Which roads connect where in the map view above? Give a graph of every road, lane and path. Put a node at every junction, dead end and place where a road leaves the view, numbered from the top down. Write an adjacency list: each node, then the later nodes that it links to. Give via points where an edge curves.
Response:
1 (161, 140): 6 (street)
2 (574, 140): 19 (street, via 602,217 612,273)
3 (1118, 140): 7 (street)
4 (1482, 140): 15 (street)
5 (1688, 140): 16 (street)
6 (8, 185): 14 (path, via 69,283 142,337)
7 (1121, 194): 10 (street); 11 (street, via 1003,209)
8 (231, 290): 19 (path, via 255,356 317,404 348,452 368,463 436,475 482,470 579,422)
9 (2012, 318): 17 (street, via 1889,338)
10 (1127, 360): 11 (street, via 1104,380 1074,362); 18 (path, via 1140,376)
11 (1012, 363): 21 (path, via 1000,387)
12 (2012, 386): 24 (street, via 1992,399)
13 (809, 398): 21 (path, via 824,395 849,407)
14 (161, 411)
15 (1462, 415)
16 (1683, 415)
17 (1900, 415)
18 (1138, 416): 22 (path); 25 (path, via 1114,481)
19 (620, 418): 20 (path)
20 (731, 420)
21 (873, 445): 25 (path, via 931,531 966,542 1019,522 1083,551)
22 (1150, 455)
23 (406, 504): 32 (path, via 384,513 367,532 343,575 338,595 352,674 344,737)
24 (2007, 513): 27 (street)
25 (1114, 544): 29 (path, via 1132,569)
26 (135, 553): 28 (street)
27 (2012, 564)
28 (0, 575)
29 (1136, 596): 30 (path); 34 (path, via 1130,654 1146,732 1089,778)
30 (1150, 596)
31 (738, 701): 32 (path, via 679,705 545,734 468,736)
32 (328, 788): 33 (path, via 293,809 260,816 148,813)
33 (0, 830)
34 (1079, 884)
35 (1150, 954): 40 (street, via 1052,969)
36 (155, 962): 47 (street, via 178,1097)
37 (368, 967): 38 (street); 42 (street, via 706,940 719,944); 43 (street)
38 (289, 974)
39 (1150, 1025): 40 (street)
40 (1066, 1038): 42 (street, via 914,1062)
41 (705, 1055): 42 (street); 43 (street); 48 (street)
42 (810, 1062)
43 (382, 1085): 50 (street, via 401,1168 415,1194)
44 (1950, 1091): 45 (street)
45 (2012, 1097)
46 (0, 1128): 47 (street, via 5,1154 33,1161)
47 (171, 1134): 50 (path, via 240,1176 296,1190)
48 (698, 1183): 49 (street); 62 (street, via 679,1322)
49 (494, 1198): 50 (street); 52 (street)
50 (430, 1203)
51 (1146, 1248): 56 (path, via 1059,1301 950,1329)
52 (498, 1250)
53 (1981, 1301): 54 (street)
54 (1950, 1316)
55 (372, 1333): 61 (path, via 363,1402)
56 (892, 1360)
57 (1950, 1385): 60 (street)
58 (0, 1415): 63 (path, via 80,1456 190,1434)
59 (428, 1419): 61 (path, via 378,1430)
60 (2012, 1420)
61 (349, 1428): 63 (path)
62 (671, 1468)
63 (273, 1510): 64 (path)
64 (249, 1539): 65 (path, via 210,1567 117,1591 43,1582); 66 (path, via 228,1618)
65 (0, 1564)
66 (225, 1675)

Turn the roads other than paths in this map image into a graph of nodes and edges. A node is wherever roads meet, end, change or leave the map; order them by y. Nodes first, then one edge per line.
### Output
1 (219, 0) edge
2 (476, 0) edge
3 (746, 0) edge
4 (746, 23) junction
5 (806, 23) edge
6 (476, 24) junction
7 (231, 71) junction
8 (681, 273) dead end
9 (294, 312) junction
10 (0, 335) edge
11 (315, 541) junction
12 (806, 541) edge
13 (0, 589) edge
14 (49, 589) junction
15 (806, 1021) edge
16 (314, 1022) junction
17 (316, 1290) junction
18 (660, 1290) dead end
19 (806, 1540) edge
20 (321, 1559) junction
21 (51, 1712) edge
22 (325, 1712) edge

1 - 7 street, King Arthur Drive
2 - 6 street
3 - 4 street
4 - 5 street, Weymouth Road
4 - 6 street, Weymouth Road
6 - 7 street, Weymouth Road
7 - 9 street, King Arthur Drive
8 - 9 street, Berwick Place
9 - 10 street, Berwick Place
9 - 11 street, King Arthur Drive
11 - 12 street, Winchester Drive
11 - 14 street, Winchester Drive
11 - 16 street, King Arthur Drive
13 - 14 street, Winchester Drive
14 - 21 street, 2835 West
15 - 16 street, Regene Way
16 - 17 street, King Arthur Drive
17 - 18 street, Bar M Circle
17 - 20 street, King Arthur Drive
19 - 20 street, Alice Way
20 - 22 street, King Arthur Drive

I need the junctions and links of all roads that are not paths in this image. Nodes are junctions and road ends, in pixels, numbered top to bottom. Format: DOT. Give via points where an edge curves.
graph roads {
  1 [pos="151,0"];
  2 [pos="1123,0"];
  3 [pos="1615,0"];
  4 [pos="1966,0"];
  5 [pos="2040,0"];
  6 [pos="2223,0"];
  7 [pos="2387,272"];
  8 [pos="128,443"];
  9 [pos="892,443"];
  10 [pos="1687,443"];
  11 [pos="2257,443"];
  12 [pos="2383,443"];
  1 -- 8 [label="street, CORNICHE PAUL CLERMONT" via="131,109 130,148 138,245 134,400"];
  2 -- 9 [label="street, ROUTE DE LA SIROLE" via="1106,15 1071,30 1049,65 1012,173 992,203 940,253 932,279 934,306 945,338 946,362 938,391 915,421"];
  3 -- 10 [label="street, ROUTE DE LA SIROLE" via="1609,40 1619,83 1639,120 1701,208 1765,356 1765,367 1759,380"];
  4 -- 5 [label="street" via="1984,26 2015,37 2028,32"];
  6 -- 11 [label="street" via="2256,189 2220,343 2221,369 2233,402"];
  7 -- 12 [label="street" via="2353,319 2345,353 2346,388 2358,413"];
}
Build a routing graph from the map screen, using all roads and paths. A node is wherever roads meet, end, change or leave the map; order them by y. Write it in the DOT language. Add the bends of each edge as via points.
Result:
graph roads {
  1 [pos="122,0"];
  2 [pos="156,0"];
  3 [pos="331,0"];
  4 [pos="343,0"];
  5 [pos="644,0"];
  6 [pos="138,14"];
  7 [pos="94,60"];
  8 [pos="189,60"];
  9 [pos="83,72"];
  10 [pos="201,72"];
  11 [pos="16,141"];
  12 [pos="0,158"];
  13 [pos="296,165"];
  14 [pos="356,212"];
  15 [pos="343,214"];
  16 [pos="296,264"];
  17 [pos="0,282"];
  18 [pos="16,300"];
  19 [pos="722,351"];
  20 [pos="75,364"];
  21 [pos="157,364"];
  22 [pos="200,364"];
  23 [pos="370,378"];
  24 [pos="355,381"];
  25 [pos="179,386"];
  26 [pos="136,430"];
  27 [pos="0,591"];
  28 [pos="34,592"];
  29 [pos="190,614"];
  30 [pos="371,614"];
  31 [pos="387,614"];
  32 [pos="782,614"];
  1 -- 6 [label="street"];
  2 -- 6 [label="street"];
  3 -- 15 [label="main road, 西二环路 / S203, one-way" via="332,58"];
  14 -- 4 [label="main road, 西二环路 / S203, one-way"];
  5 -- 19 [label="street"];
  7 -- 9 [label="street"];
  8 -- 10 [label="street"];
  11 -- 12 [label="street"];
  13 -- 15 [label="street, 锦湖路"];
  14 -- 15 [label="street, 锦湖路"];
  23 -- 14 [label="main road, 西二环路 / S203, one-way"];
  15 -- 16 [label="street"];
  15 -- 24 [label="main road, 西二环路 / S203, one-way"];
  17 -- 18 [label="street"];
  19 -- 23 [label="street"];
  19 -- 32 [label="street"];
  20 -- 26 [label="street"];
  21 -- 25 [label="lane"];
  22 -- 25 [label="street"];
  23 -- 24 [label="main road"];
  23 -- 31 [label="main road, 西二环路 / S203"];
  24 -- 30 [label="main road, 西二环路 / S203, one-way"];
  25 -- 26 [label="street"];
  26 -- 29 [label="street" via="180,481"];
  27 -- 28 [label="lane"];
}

=======

## Task to complete
Determine how many lines of the data include the word "Weymouth". Reply with the count and no other text.

## Answer to this problem
3